## What you will do
Lines with the word "Drive" are the ones wanted. Copy each of them from the entries below.

[Stored data entries]
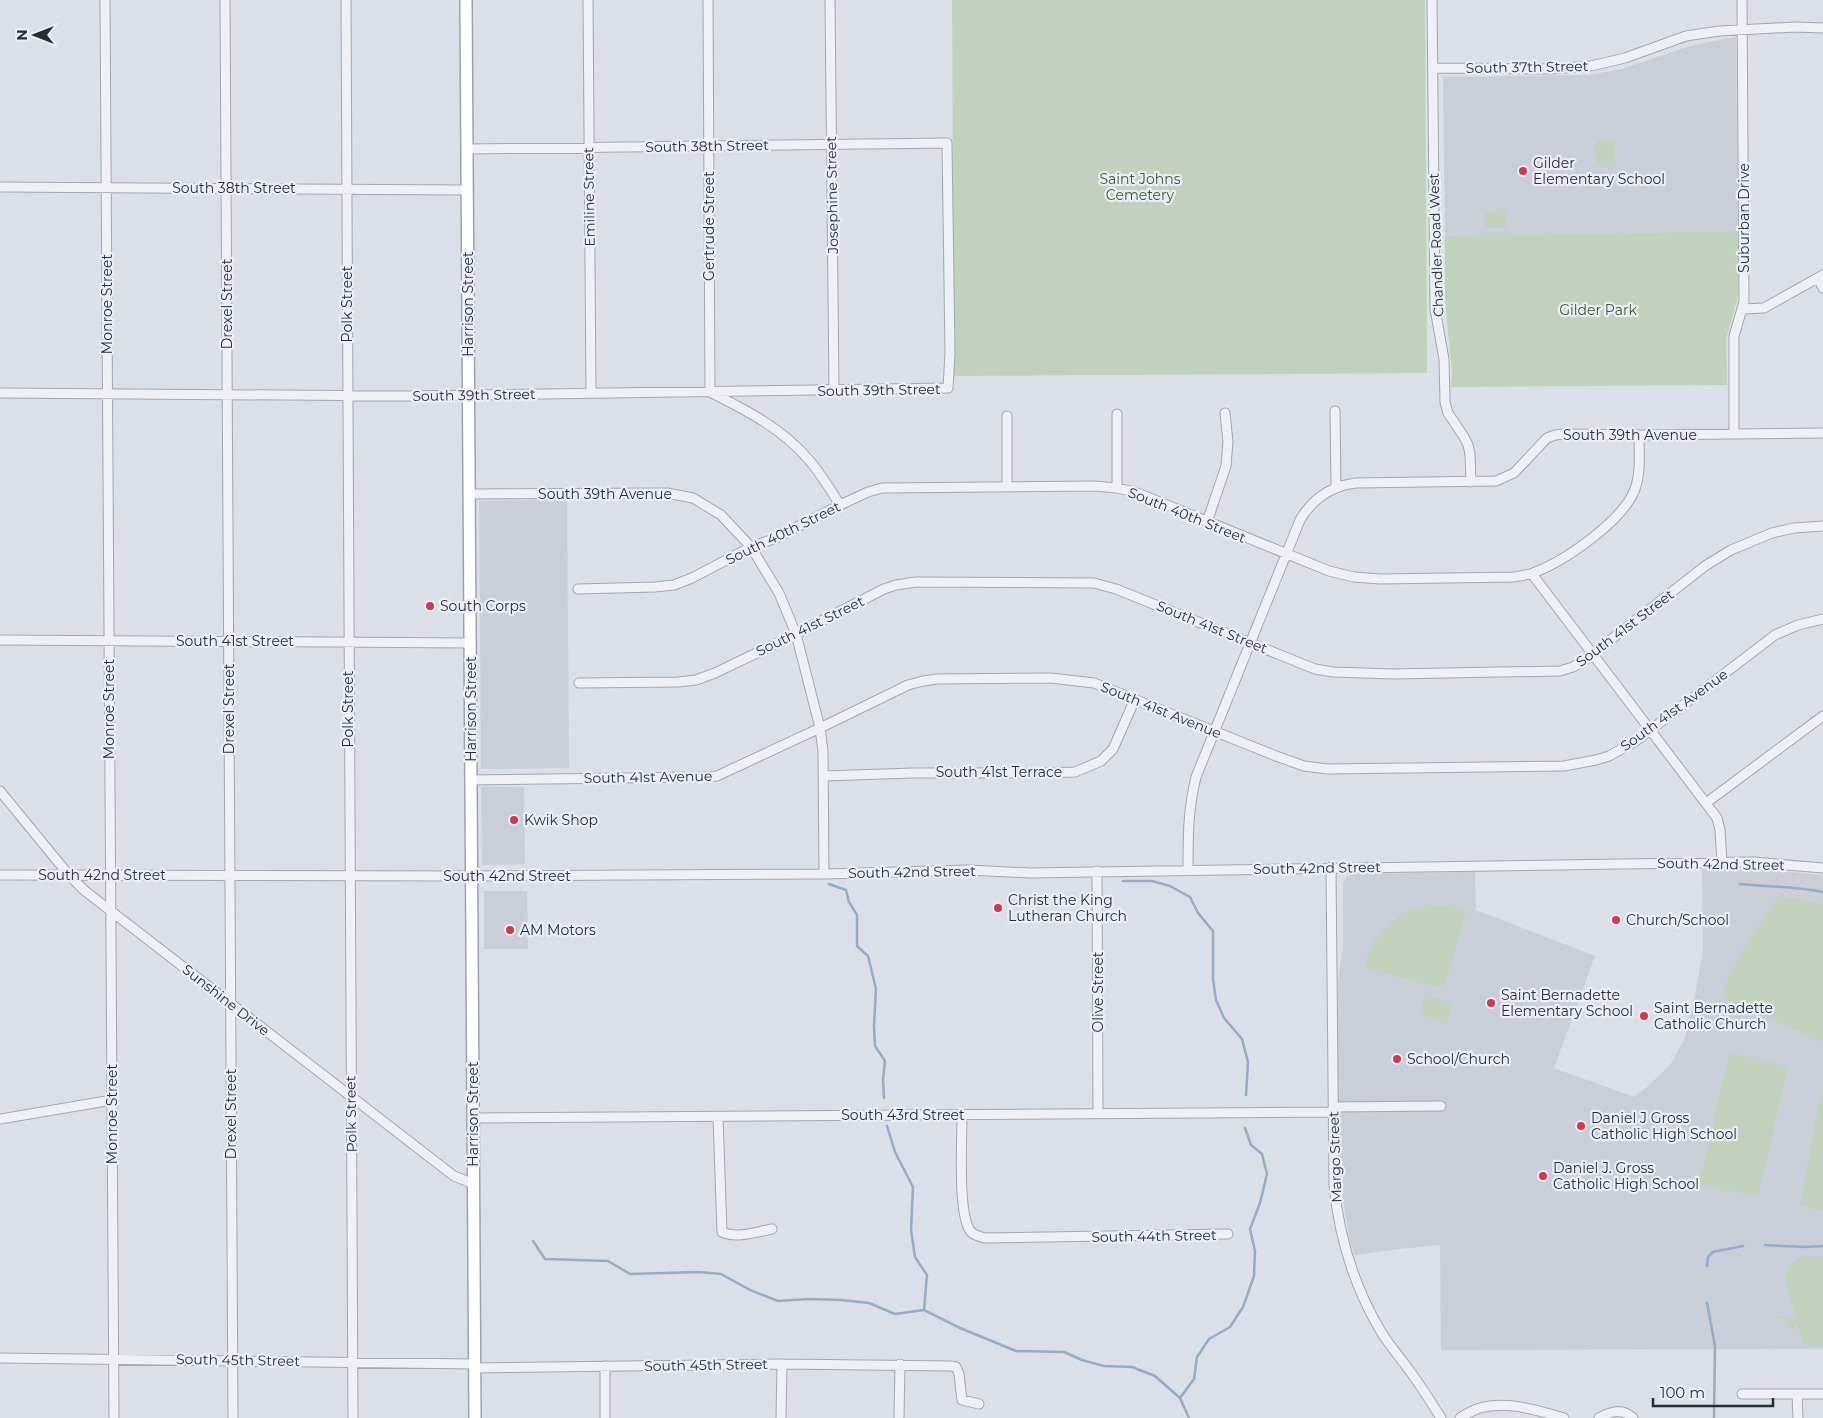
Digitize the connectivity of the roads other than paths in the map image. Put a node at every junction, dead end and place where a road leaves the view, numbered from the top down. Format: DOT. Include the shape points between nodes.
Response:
graph roads {
  1 [pos="105,0"];
  2 [pos="225,0"];
  3 [pos="346,0"];
  4 [pos="466,0"];
  5 [pos="588,0"];
  6 [pos="708,0"];
  7 [pos="830,0"];
  8 [pos="1432,0"];
  9 [pos="1742,0"];
  10 [pos="1823,28"];
  11 [pos="1742,30"];
  12 [pos="1433,68"];
  13 [pos="832,145"];
  14 [pos="709,146"];
  15 [pos="588,148"];
  16 [pos="467,149"];
  17 [pos="0,187"];
  18 [pos="106,187"];
  19 [pos="226,188"];
  20 [pos="347,189"];
  21 [pos="467,190"];
  22 [pos="1821,277"];
  23 [pos="1823,288"];
  24 [pos="1743,309"];
  25 [pos="948,388"];
  26 [pos="834,390"];
  27 [pos="710,392"];
  28 [pos="0,393"];
  29 [pos="108,394"];
  30 [pos="590,394"];
  31 [pos="228,395"];
  32 [pos="348,395"];
  33 [pos="469,395"];
  34 [pos="1335,411"];
  35 [pos="1225,413"];
  36 [pos="1117,414"];
  37 [pos="1008,416"];
  38 [pos="1823,433"];
  39 [pos="1734,434"];
  40 [pos="1639,435"];
  41 [pos="1471,482"];
  42 [pos="1008,486"];
  43 [pos="1336,487"];
  44 [pos="1116,488"];
  45 [pos="469,494"];
  46 [pos="840,505"];
  47 [pos="1207,522"];
  48 [pos="1823,526"];
  49 [pos="750,547"];
  50 [pos="1286,555"];
  51 [pos="1532,574"];
  52 [pos="578,589"];
  53 [pos="1823,620"];
  54 [pos="796,634"];
  55 [pos="0,640"];
  56 [pos="109,640"];
  57 [pos="228,641"];
  58 [pos="348,641"];
  59 [pos="470,642"];
  60 [pos="1250,643"];
  61 [pos="1593,654"];
  62 [pos="579,684"];
  63 [pos="1135,699"];
  64 [pos="1823,716"];
  65 [pos="820,728"];
  66 [pos="1650,730"];
  67 [pos="1215,731"];
  68 [pos="824,776"];
  69 [pos="471,780"];
  70 [pos="0,791"];
  71 [pos="1706,803"];
  72 [pos="1722,862"];
  73 [pos="1331,867"];
  74 [pos="1823,868"];
  75 [pos="1188,870"];
  76 [pos="1097,871"];
  77 [pos="68,874"];
  78 [pos="110,874"];
  79 [pos="824,874"];
  80 [pos="0,875"];
  81 [pos="229,876"];
  82 [pos="472,876"];
  83 [pos="349,877"];
  84 [pos="110,911"];
  85 [pos="230,1003"];
  86 [pos="351,1097"];
  87 [pos="112,1100"];
  88 [pos="1441,1106"];
  89 [pos="1333,1109"];
  90 [pos="1098,1113"];
  91 [pos="962,1115"];
  92 [pos="718,1117"];
  93 [pos="473,1118"];
  94 [pos="0,1119"];
  95 [pos="474,1184"];
  96 [pos="772,1229"];
  97 [pos="1228,1234"];
  98 [pos="0,1358"];
  99 [pos="114,1360"];
  100 [pos="233,1360"];
  101 [pos="353,1362"];
  102 [pos="782,1364"];
  103 [pos="900,1364"];
  104 [pos="475,1366"];
  105 [pos="605,1366"];
  106 [pos="1742,1394"];
  107 [pos="1797,1394"];
  108 [pos="1823,1394"];
  109 [pos="980,1404"];
  110 [pos="114,1418"];
  111 [pos="233,1418"];
  112 [pos="353,1418"];
  113 [pos="475,1418"];
  114 [pos="605,1418"];
  115 [pos="781,1418"];
  116 [pos="899,1418"];
  117 [pos="1441,1418"];
  118 [pos="1460,1418"];
  119 [pos="1564,1418"];
  120 [pos="1598,1418"];
  121 [pos="1634,1418"];
  122 [pos="1798,1418"];
  1 -- 18 [label="street, Monroe Street"];
  2 -- 19 [label="street, Drexel Street"];
  3 -- 20 [label="street, Polk Street"];
  4 -- 16 [label="main road, Harrison Street"];
  5 -- 15 [label="street, Emiline Street"];
  6 -- 14 [label="street, Gertrude Street"];
  7 -- 13 [label="street, Josephine Street"];
  8 -- 12 [label="street, Chandler Road West"];
  9 -- 11 [label="street, Suburban Drive"];
  10 -- 11 [label="street, South 37th Street"];
  11 -- 12 [label="street, South 37th Street" via="1686,36 1625,58 1591,66"];
  11 -- 24 [label="street, Suburban Drive"];
  12 -- 41 [label="street, Chandler Road West" via="1435,309 1444,359 1445,402 1448,413 1468,445"];
  13 -- 14 [label="street, South 38th Street"];
  13 -- 25 [label="street, South 38th Street" via="947,143"];
  13 -- 26 [label="street, Josephine Street"];
  14 -- 15 [label="street, South 38th Street"];
  14 -- 27 [label="street, Gertrude Street"];
  15 -- 16 [label="street, South 38th Street"];
  15 -- 30 [label="street, Emiline Street"];
  16 -- 21 [label="main road, Harrison Street"];
  17 -- 18 [label="street, South 38th Street"];
  18 -- 19 [label="street, South 38th Street"];
  18 -- 29 [label="street, Monroe Street"];
  19 -- 20 [label="street, South 38th Street"];
  19 -- 31 [label="street, Drexel Street"];
  20 -- 21 [label="street, South 38th Street"];
  20 -- 32 [label="street, Polk Street"];
  21 -- 33 [label="main road, Harrison Street"];
  22 -- 23 [label="street"];
  22 -- 24 [label="street" via="1764,308"];
  24 -- 39 [label="street, Suburban Drive" via="1734,336"];
  25 -- 26 [label="street, South 39th Street"];
  26 -- 27 [label="street, South 39th Street"];
  27 -- 30 [label="street, South 39th Street"];
  27 -- 46 [label="street" via="777,430 808,458"];
  28 -- 29 [label="street, South 39th Street"];
  29 -- 31 [label="street, South 39th Street"];
  29 -- 56 [label="street, Monroe Street"];
  30 -- 33 [label="street, South 39th Street"];
  31 -- 32 [label="street, South 39th Street"];
  31 -- 57 [label="street, Drexel Street"];
  32 -- 33 [label="street, South 39th Street"];
  32 -- 58 [label="street, Polk Street"];
  33 -- 45 [label="main road, Harrison Street"];
  34 -- 43 [label="street"];
  35 -- 47 [label="street" via="1226,466"];
  36 -- 44 [label="street"];
  37 -- 42 [label="street"];
  38 -- 39 [label="street, South 39th Avenue"];
  39 -- 40 [label="street, South 39th Avenue"];
  40 -- 41 [label="street, South 39th Avenue" via="1555,435 1547,438 1506,478"];
  40 -- 51 [label="street, South 40th Street" via="1636,486 1628,504 1601,531 1558,561"];
  41 -- 43 [label="street, South 39th Avenue" via="1356,483"];
  42 -- 44 [label="street, South 40th Street"];
  42 -- 46 [label="street, South 40th Street" via="882,488"];
  43 -- 50 [label="street" via="1307,508"];
  44 -- 47 [label="street, South 40th Street" via="1135,492"];
  45 -- 49 [label="street, South 39th Avenue" via="680,494 722,515"];
  45 -- 59 [label="main road, Harrison Street"];
  46 -- 49 [label="street, South 40th Street" via="776,538"];
  47 -- 50 [label="street, South 40th Street"];
  48 -- 61 [label="street, South 41st Street" via="1772,533 1731,550 1705,566"];
  49 -- 52 [label="street, South 40th Street" via="674,585"];
  49 -- 54 [label="street, South 39th Avenue" via="779,593"];
  50 -- 51 [label="street, South 40th Street" via="1354,577 1514,577"];
  50 -- 60 [label="street"];
  51 -- 61 [label="street"];
  53 -- 66 [label="street, South 41st Avenue" via="1775,634"];
  54 -- 60 [label="street, South 41st Street" via="896,585 916,582 1062,582 1094,583 1116,589"];
  54 -- 62 [label="street, South 41st Street" via="696,680"];
  54 -- 65 [label="street, South 39th Avenue"];
  55 -- 56 [label="street, South 41st Street"];
  56 -- 57 [label="street, South 41st Street"];
  56 -- 78 [label="street, Monroe Street"];
  57 -- 58 [label="street, South 41st Street"];
  57 -- 81 [label="street, Drexel Street"];
  58 -- 59 [label="street, South 41st Street"];
  58 -- 83 [label="street, Polk Street"];
  59 -- 69 [label="main road, Harrison Street"];
  60 -- 61 [label="street, South 41st Street" via="1315,669 1393,674 1549,672 1573,667"];
  60 -- 67 [label="street"];
  61 -- 66 [label="street"];
  63 -- 65 [label="street, South 41st Avenue" via="1094,683 1073,680 923,680"];
  63 -- 67 [label="street, South 41st Avenue"];
  63 -- 68 [label="street, South 41st Terrace" via="1113,749 1101,760 1074,772"];
  64 -- 71 [label="street"];
  65 -- 68 [label="street, South 39th Avenue"];
  65 -- 69 [label="street, South 41st Avenue" via="716,776"];
  66 -- 67 [label="street, South 41st Avenue" via="1609,756 1564,766 1327,769 1304,766"];
  66 -- 71 [label="street"];
  67 -- 75 [label="street" via="1190,800"];
  68 -- 79 [label="street, South 39th Avenue"];
  69 -- 82 [label="main road, Harrison Street"];
  70 -- 77 [label="street, Sunshine Drive"];
  71 -- 72 [label="street" via="1717,818"];
  72 -- 73 [label="street, South 42nd Street"];
  72 -- 74 [label="street, South 42nd Street"];
  73 -- 75 [label="street, South 42nd Street"];
  73 -- 89 [label="street, Margo Street"];
  75 -- 76 [label="street, South 42nd Street"];
  76 -- 79 [label="street, South 42nd Street"];
  76 -- 90 [label="street, Olive Street"];
  77 -- 78 [label="street, South 42nd Street"];
  77 -- 80 [label="street, South 42nd Street"];
  77 -- 84 [label="street, Sunshine Drive"];
  78 -- 81 [label="street, South 42nd Street"];
  78 -- 84 [label="street, Monroe Street"];
  79 -- 82 [label="street, South 42nd Street"];
  81 -- 83 [label="street, South 42nd Street"];
  81 -- 85 [label="street, Drexel Street"];
  82 -- 83 [label="street, South 42nd Street"];
  82 -- 93 [label="main road, Harrison Street"];
  83 -- 86 [label="street, Polk Street"];
  84 -- 85 [label="street, Sunshine Drive"];
  84 -- 87 [label="street, Monroe Street"];
  85 -- 86 [label="street, Sunshine Drive"];
  85 -- 100 [label="street, Drexel Street"];
  86 -- 95 [label="street, Sunshine Drive" via="454,1176"];
  86 -- 101 [label="street, Polk Street"];
  87 -- 94 [label="street"];
  87 -- 99 [label="street, Monroe Street"];
  88 -- 89 [label="street, South 43rd Street"];
  89 -- 90 [label="street, South 43rd Street"];
  89 -- 117 [label="street, Margo Street" via="1336,1208 1349,1263 1381,1331"];
  90 -- 91 [label="street, South 43rd Street"];
  91 -- 92 [label="street, South 43rd Street"];
  91 -- 97 [label="street, South 44th Street" via="962,1202 969,1230 975,1235 985,1238"];
  92 -- 93 [label="street, South 43rd Street"];
  92 -- 96 [label="street" via="722,1232 728,1235"];
  93 -- 95 [label="main road, Harrison Street"];
  95 -- 104 [label="main road, Harrison Street"];
  98 -- 99 [label="street, South 45th Street"];
  99 -- 100 [label="street, South 45th Street"];
  99 -- 110 [label="street, Monroe Street"];
  100 -- 101 [label="street, South 45th Street"];
  100 -- 111 [label="street, Drexel Street"];
  101 -- 104 [label="street, South 45th Street"];
  101 -- 112 [label="street, Polk Street"];
  102 -- 103 [label="street, South 45th Street"];
  102 -- 105 [label="street, South 45th Street"];
  102 -- 115 [label="street"];
  103 -- 109 [label="street, South 45th Street" via="956,1367 962,1400"];
  103 -- 116 [label="street"];
  104 -- 105 [label="street, South 45th Street"];
  104 -- 113 [label="main road, Harrison Street"];
  105 -- 114 [label="street"];
  106 -- 107 [label="street"];
  107 -- 108 [label="street"];
  107 -- 122 [label="street"];
  118 -- 119 [label="street" via="1482,1407 1495,1406 1522,1408"];
  120 -- 121 [label="street" via="1615,1410"];
}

## Output for this exercise
  9 -- 11 [label="street, Suburban Drive"];
  11 -- 24 [label="street, Suburban Drive"];
  24 -- 39 [label="street, Suburban Drive" via="1734,336"];
  70 -- 77 [label="street, Sunshine Drive"];
  77 -- 84 [label="street, Sunshine Drive"];
  84 -- 85 [label="street, Sunshine Drive"];
  85 -- 86 [label="street, Sunshine Drive"];
  86 -- 95 [label="street, Sunshine Drive" via="454,1176"];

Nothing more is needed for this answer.